*** RECORD EXCERPTS Section Begins ***

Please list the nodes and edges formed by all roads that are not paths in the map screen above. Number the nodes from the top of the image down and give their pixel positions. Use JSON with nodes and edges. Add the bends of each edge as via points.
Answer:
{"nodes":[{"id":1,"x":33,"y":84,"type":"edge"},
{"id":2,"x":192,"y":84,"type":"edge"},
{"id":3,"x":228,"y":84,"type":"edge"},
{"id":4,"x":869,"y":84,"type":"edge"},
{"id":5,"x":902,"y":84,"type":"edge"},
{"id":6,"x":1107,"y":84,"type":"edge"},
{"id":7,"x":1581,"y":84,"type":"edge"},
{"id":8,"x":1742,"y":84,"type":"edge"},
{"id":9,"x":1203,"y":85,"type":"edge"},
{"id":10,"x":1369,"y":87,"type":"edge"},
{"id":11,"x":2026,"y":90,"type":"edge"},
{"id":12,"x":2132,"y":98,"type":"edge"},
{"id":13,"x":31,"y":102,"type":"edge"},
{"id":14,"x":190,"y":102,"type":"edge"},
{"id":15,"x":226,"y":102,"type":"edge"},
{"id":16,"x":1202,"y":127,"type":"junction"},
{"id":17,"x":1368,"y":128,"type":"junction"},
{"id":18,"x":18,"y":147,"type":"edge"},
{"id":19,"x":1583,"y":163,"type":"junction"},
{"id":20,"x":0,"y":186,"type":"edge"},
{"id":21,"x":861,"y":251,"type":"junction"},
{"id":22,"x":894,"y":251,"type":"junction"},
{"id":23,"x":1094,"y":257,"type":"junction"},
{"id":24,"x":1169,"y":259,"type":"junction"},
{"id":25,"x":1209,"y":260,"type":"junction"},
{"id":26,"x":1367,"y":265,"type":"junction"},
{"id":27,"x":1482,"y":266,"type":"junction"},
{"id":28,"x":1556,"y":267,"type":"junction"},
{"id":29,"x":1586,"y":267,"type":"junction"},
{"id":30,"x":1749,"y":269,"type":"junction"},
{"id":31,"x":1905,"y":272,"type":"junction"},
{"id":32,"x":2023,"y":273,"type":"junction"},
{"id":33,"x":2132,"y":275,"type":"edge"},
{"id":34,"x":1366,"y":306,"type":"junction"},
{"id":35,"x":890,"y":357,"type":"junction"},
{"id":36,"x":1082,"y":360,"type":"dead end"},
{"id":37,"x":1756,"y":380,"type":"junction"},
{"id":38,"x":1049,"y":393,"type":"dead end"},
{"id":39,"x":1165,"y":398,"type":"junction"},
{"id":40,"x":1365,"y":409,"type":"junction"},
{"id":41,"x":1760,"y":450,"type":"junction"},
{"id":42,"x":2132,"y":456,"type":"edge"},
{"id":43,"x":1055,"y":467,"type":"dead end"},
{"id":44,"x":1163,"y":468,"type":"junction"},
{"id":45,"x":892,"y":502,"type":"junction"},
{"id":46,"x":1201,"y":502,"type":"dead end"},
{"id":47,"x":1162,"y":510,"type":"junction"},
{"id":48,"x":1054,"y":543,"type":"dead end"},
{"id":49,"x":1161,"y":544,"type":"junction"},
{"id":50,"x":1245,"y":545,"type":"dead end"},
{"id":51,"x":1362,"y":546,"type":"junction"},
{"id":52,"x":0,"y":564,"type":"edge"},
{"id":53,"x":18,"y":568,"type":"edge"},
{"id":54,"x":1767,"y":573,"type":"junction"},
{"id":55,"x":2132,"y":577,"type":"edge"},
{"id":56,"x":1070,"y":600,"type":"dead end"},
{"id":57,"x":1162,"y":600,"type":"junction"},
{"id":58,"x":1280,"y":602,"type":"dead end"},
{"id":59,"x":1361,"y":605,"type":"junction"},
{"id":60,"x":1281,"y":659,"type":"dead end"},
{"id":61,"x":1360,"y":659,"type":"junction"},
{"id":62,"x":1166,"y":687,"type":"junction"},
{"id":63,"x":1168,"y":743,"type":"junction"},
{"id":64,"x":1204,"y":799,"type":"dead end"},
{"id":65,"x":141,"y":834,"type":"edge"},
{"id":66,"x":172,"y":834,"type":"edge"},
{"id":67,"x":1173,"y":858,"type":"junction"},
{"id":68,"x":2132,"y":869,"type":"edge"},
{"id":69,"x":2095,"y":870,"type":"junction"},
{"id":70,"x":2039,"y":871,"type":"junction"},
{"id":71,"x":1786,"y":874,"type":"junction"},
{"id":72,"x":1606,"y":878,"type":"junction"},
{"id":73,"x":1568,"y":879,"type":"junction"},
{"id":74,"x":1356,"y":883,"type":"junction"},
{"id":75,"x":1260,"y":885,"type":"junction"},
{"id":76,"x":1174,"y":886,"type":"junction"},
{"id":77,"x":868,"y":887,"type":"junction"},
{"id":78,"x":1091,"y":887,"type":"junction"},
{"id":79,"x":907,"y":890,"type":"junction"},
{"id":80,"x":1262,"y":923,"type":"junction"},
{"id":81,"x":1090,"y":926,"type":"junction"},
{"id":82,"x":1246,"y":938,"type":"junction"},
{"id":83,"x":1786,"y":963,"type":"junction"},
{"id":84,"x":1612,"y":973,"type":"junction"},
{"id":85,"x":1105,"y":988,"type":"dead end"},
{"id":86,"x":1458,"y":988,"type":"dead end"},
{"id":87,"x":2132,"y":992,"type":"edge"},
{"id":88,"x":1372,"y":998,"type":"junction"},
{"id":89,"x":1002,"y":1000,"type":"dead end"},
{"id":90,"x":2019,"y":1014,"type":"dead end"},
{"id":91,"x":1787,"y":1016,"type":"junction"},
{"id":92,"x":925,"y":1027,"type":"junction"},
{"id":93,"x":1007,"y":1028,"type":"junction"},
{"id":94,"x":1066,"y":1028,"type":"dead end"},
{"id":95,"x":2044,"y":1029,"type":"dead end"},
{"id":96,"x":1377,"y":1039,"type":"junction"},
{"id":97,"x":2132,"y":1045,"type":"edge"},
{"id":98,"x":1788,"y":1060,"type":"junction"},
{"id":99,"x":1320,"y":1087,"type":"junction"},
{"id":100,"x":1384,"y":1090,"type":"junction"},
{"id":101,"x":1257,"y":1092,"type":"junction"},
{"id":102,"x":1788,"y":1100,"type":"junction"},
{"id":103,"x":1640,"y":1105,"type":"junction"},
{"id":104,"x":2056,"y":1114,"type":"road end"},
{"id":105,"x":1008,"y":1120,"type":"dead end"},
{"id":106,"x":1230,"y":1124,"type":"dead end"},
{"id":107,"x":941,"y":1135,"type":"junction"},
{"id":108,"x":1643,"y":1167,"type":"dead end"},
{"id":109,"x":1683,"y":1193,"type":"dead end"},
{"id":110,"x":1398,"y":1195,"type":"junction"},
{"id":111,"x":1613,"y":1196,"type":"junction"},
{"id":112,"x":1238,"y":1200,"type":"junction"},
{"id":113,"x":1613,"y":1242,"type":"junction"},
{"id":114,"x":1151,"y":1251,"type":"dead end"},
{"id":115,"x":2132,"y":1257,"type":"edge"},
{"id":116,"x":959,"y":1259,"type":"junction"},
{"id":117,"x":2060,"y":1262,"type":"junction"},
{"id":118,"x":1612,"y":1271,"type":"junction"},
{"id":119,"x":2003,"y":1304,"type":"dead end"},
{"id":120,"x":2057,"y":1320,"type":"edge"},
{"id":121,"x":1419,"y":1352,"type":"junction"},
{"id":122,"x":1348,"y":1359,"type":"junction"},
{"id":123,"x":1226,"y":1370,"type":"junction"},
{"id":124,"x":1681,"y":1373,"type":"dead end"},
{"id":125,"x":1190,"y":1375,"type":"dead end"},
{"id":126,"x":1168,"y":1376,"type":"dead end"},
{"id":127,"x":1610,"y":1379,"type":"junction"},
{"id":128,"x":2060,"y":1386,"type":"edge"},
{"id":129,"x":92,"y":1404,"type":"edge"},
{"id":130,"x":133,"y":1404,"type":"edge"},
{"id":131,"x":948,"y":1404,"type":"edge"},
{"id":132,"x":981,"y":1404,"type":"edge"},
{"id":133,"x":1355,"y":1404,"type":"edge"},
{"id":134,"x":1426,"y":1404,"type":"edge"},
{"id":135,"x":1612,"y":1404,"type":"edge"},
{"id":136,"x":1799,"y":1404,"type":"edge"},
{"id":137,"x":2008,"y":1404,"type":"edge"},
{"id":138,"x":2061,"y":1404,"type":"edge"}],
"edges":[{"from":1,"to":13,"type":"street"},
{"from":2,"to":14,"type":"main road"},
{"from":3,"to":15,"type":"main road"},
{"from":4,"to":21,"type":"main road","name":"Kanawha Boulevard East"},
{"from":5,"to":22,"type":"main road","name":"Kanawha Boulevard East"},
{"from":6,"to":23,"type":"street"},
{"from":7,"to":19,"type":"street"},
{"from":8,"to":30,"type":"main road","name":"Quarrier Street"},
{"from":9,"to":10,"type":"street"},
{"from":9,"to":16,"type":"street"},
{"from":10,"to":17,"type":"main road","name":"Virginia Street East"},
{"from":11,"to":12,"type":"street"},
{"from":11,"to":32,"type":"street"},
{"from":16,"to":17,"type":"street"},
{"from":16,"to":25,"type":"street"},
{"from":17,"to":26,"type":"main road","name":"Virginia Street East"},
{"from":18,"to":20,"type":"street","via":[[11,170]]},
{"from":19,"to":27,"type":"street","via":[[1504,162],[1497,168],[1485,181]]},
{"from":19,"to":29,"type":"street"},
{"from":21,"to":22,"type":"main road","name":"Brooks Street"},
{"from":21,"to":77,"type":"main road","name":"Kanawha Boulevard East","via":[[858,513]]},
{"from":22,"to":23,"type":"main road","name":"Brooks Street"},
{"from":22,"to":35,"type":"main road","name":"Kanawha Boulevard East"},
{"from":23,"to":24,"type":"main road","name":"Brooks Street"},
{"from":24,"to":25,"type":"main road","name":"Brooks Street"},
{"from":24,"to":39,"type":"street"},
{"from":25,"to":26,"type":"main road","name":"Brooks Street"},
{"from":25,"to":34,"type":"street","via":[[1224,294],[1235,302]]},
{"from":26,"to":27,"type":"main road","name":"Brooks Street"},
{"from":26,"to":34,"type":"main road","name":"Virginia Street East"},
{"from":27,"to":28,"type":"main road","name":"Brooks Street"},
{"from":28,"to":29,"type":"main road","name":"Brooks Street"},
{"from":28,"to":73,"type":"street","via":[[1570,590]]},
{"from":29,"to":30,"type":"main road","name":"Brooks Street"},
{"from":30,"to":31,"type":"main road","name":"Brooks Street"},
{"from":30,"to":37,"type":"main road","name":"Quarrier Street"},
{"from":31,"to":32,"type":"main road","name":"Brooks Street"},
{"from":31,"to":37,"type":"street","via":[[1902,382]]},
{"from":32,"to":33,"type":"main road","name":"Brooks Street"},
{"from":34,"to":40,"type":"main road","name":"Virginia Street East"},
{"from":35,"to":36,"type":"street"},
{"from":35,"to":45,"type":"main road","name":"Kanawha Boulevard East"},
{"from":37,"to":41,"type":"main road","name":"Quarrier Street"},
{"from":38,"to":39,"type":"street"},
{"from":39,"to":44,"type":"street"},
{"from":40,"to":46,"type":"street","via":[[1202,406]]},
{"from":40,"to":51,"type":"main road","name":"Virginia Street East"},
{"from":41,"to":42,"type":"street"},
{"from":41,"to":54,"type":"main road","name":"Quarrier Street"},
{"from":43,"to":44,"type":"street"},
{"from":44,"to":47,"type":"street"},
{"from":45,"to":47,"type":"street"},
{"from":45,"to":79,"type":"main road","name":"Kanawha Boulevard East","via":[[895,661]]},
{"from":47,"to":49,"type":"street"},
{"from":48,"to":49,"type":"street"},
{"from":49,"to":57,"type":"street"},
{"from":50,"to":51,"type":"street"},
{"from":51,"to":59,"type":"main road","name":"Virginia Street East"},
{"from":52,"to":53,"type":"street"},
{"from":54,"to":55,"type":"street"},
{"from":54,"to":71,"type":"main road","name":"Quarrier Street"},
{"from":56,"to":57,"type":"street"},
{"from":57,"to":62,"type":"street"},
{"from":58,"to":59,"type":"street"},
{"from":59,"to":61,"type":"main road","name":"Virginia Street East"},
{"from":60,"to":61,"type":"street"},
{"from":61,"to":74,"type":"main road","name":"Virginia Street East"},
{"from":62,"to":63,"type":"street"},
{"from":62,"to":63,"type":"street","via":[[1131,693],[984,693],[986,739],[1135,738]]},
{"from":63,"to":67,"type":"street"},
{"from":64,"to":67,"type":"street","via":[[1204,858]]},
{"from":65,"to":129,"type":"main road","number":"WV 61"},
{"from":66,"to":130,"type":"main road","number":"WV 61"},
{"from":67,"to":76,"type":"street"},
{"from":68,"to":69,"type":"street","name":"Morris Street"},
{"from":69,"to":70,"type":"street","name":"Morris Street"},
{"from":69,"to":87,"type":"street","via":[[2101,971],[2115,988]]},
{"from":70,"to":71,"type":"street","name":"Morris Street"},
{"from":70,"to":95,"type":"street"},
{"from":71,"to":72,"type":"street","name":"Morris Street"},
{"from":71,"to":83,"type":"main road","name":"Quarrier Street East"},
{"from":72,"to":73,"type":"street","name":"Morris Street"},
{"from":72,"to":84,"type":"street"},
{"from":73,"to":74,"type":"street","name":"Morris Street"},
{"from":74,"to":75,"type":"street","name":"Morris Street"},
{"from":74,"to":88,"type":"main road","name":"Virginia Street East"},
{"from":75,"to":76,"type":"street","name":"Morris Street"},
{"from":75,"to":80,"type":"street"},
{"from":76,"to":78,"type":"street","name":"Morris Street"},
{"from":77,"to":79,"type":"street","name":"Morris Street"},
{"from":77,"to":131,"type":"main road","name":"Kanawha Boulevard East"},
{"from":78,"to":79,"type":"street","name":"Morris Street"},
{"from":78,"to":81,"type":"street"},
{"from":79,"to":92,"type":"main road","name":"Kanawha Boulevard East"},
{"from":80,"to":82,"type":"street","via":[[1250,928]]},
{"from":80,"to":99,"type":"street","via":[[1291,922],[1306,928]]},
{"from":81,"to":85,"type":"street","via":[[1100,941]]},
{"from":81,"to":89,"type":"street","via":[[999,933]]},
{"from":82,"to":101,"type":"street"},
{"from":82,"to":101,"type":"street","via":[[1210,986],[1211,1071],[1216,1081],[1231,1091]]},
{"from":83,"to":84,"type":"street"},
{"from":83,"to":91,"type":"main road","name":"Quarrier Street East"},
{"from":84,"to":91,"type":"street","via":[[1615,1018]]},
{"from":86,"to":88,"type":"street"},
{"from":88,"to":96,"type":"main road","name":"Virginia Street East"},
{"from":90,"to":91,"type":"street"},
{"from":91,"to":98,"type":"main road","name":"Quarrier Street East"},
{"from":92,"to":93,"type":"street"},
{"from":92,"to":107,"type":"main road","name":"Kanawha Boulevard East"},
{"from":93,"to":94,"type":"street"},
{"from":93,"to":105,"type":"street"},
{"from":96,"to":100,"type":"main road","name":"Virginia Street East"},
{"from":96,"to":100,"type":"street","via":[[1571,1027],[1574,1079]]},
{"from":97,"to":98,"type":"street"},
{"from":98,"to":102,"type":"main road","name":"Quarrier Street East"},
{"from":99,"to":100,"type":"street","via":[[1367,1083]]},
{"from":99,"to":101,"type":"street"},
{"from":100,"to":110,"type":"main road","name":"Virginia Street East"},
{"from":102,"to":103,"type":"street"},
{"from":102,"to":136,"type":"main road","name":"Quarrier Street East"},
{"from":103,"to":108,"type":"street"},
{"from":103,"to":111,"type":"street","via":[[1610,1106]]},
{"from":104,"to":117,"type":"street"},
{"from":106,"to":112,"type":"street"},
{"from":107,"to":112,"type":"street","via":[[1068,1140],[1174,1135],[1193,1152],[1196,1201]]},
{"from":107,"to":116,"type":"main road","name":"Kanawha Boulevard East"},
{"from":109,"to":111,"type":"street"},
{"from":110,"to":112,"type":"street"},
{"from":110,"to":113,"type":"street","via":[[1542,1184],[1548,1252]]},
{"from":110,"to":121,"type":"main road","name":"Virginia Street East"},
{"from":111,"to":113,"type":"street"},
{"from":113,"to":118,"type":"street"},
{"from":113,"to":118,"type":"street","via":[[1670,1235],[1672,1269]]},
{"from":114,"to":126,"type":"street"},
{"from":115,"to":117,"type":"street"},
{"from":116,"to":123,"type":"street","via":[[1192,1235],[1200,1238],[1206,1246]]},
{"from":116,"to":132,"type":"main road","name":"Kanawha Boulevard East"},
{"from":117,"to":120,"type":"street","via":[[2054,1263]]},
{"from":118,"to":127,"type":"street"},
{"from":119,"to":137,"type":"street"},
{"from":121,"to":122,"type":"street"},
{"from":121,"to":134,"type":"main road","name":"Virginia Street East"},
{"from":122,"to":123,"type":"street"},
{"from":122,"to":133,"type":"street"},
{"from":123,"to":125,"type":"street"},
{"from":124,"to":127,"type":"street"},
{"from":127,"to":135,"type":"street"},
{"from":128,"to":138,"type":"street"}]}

*** RECORD EXCERPTS Section Ends ***

Every line above holding the string "edges" should be listed.

Please list the nodes and edges formed by all roads that are not paths in the map screen above. Number the nodes from the top of the image down and give their pixel positions. Use JSON with nodes and edges. Add the bends of each edge as via points.
"edges":[{"from":1,"to":13,"type":"street"},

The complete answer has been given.